On Thu, Aug 18, 2011 at 12:12 AM, Lionel Elie Mamane <lionel@mamane.lu> wrote:
Hi,
I noticed that Mutex(Guard) C++ helper classes silently ignores
failures to create / acquire / release / destroy a mutex, which seems
rather worrying: if one puts a mutex acquire, it means the rest of the
code should not execute if the mutex was not acquired, lest subtle
bugs crop up (corruption of thread-shared variables and all that).
So my natural tendency would be to make create (in Mutex::Mutex) and
acquire (in Guard::Guard, ResettableGuard::reset, etc) errors "hard"
errors by throwing a RuntimeException; that is, obviously, unless the
file is compiled without exception support, in which case... we
fallback to the current behaviour? Or rather an OSL_FAIL?
Release errors in a MutexGuard destructor cannot be an exception, so
an OSL_FAIL.
The Mutex/MutexGuard classes are implemented 100% in header file, so
they can adapt to the compilation options of the file they are used
in, and it seems the LO build system nicely defines EXCEPTIONS_ON or
EXCEPTIONS_OFF to give that information.
Opinions? Any reason this is a bad idea?
let's look at the man page of unixes, pthread_mutex_lock can fail on:
EINVAL The mutex was created with the protocol attribute having
the value PTHREAD_PRIO_PROTECT and the calling thread's priority is
higher than the mutex's current priority ceiling.
we don't do prio-protect... so n.a.
The pthread_mutex_lock(), pthread_mutex_trylock(), and
pthread_mutex_unlock() functions may fail if:
EINVAL The value specified by mutex does not refer to an
initialized mutex object.
that is very unlikely with a c++ class
EAGAIN The mutex could not be acquired because the maximum
number of recursive locks for mutex has been exceeded.

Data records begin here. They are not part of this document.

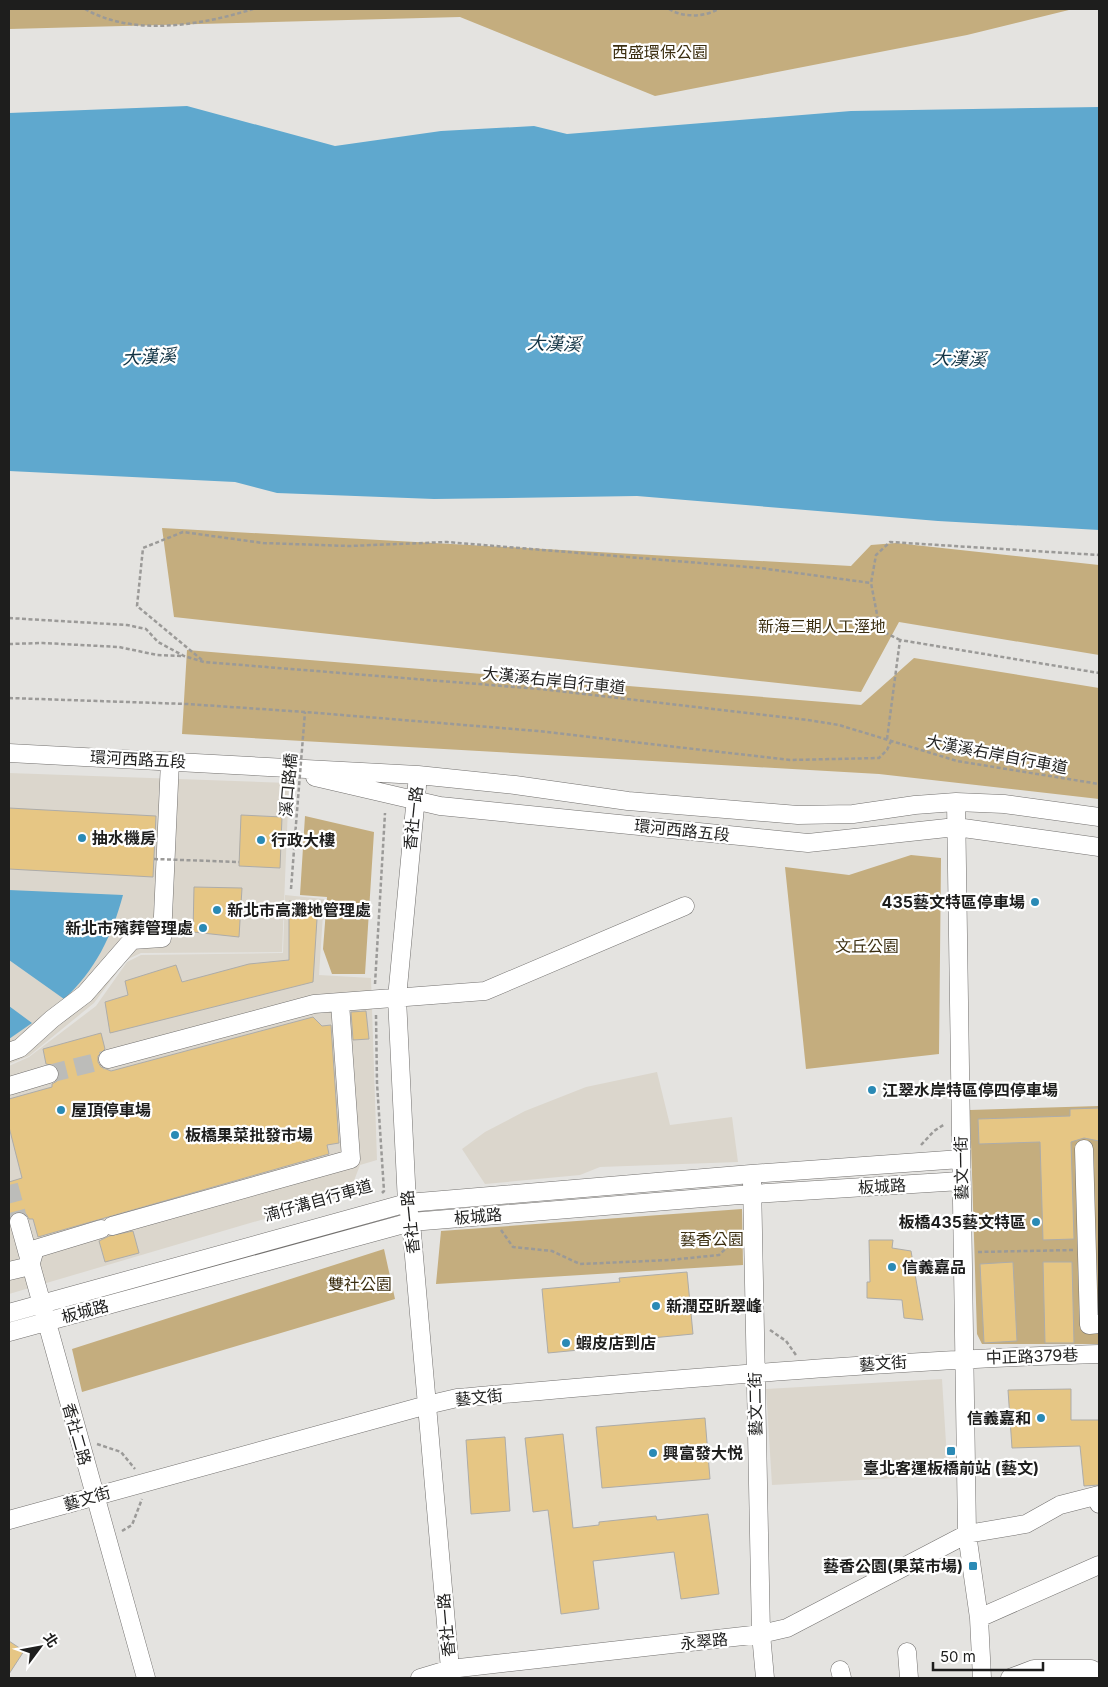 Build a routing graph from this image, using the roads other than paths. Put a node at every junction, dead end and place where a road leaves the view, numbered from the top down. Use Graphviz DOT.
graph roads {
  1 [pos="9,753"];
  2 [pos="170,760"];
  3 [pos="268,766"];
  4 [pos="418,775"];
  5 [pos="414,800"];
  6 [pos="956,802"];
  7 [pos="1099,817"];
  8 [pos="956,826"];
  9 [pos="1099,847"];
  10 [pos="685,906"];
  11 [pos="397,998"];
  12 [pos="340,1003"];
  13 [pos="9,1052"];
  14 [pos="108,1059"];
  15 [pos="49,1074"];
  16 [pos="9,1086"];
  17 [pos="1084,1149"];
  18 [pos="961,1159"];
  19 [pos="752,1174"];
  20 [pos="961,1181"];
  21 [pos="752,1194"];
  22 [pos="407,1203"];
  23 [pos="19,1222"];
  24 [pos="411,1222"];
  25 [pos="30,1266"];
  26 [pos="9,1271"];
  27 [pos="43,1313"];
  28 [pos="9,1314"];
  29 [pos="1099,1324"];
  30 [pos="9,1332"];
  31 [pos="1099,1354"];
  32 [pos="964,1357"];
  33 [pos="754,1372"];
  34 [pos="427,1405"];
  35 [pos="94,1495"];
  36 [pos="1099,1495"];
  37 [pos="1099,1504"];
  38 [pos="9,1520"];
  39 [pos="967,1534"];
  40 [pos="1099,1565"];
  41 [pos="979,1618"];
  42 [pos="761,1634"];
  43 [pos="907,1652"];
  44 [pos="450,1669"];
  45 [pos="1099,1673"];
  46 [pos="146,1678"];
  47 [pos="420,1678"];
  48 [pos="765,1678"];
  49 [pos="909,1678"];
  50 [pos="982,1678"];
  51 [pos="1010,1678"];
  1 -- 2 [label="street, 環河西路五段"];
  2 -- 3 [label="street, 環河西路五段"];
  2 -- 13 [label="street"];
  3 -- 4 [label="street, 環河西路五段"];
  3 -- 5 [label="street, 環河西路五段"];
  4 -- 5 [label="street, 香社一路"];
  4 -- 6 [label="street, 環河西路五段"];
  5 -- 8 [label="street, 環河西路五段"];
  5 -- 11 [label="street, 香社一路"];
  6 -- 7 [label="street, 環河西路五段"];
  6 -- 8 [label="street, 藝文一街"];
  8 -- 9 [label="street, 環河西路五段"];
  8 -- 18 [label="street, 藝文一街"];
  10 -- 11 [label="street"];
  11 -- 12 [label="street"];
  11 -- 22 [label="street, 香社一路"];
  12 -- 14 [label="street"];
  12 -- 25 [label="street"];
  15 -- 16 [label="street"];
  17 -- 29 [label="street"];
  18 -- 19 [label="street, 板城路"];
  18 -- 20 [label="street, 藝文一街"];
  19 -- 21 [label="street, 藝文二街"];
  19 -- 22 [label="street, 板城路"];
  20 -- 21 [label="street, 板城路"];
  20 -- 32 [label="street, 藝文一街"];
  21 -- 24 [label="street, 板城路"];
  21 -- 33 [label="street, 藝文二街"];
  22 -- 24 [label="street, 香社一路"];
  22 -- 27 [label="street, 板城路"];
  23 -- 25 [label="street, 香社二路"];
  24 -- 27 [label="street, 板城路"];
  24 -- 34 [label="street, 香社一路"];
  25 -- 26 [label="street"];
  25 -- 27 [label="street, 香社二路"];
  27 -- 28 [label="street, 板城路"];
  27 -- 30 [label="street, 板城路"];
  27 -- 35 [label="street, 香社二路"];
  31 -- 32 [label="street, 中正路379巷"];
  32 -- 33 [label="street, 藝文街"];
  32 -- 39 [label="street, 藝文一街"];
  33 -- 34 [label="street, 藝文街"];
  33 -- 42 [label="street, 藝文二街"];
  34 -- 35 [label="street, 藝文街"];
  34 -- 44 [label="street, 香社一路"];
  35 -- 38 [label="street, 藝文街"];
  35 -- 46 [label="street, 香社二路"];
  36 -- 37 [label="street"];
  36 -- 39 [label="street, 永翠路"];
  39 -- 41 [label="street"];
  39 -- 42 [label="street, 永翠路"];
  40 -- 41 [label="street"];
  41 -- 50 [label="street"];
  42 -- 44 [label="street, 永翠路"];
  42 -- 48 [label="street, 藝文二街"];
  43 -- 49 [label="street"];
  44 -- 47 [label="street, 永翠路"];
  45 -- 51 [label="street"];
}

ok, that one is remotely possible, we do use recursive mutex (yeah,
ugly I know :-( ) and I don't thing we pay any attention to the
maximum nesting level...
on the other hand, in glibc that limit is an overflow of __count which
is defined as an int, so 2^32 recursive lock before overflow... I
think you are going to blow for other reasons way before that.
The pthread_mutex_lock() function may fail if:
EDEADLK
The current thread already owns the mutex.
That can't happen, because we do use recursive mutex
The pthread_mutex_unlock() function may fail if:
EPERM The current thread does not own the mutex.
that is very-very unlikey we a c++ guard class
for create.. more exactly init
The pthread_mutex_init() function shall fail if:
EAGAIN The system lacked the necessary resources (other than
memory) to initialize another mutex.
ENOMEM Insufficient memory exists to initialize the mutex.
These 2: you have bigger problems.... you're going to die soon anyway...
EPERM The caller does not have the privilege to perform the operation.
I'm not sure what can trigger that one...
The pthread_mutex_init() function may fail if:
EBUSY The implementation has detected an attempt to
reinitialize the object referenced by mutex, a previously initialized,
but not yet destroyed, mutex.
EINVAL The value specified by attr is invalid.
These two are highly unlikely with a Guad c++ class.
The pthread_mutex_destroy() function may fail if:
EBUSY The implementation has detected an attempt to destroy
the object referenced by mutex while it is locked or referenced (for
example, while being used in a pthread_cond_timedwait() or
pthread_cond_wait()) by another thread.
EINVAL The value specified by mutex is invalid.
again very unlikely with a c++ guard class.
on windows we use CriticalSection to implement osl_mutex.
EnterCriticalSection does not return a value... it is recursive but
the doc does not mention any limit (and since Windows is not open
source, I cannot go and look in the source code to find out what the
limit is)
LeaveCritical section also return void (altough the doc says: "If a
thread calls LeaveCriticalSection when it does not have ownership of
the specified critical section object, an error occurs that may cause
another thread using EnterCriticalSection to wait indefinitely." great
an error _can_ occur, but you cannot test for it, because the function
return void.... ahh Windows :-)
InitializeCriticalSection used to be able to have low-ressource error
mode... but not anymore since Vista...
so bottom line, there are no failure mode that we can do anything
about in windows...
Guards are used and badly abused in the code, especially with the
infamous SolarMutex...
anything that would make that code slower or fatter than it already is
(with virtual functions and all), especially for corner-case
'you-are-about-to-die-anyway' scenario, is bad.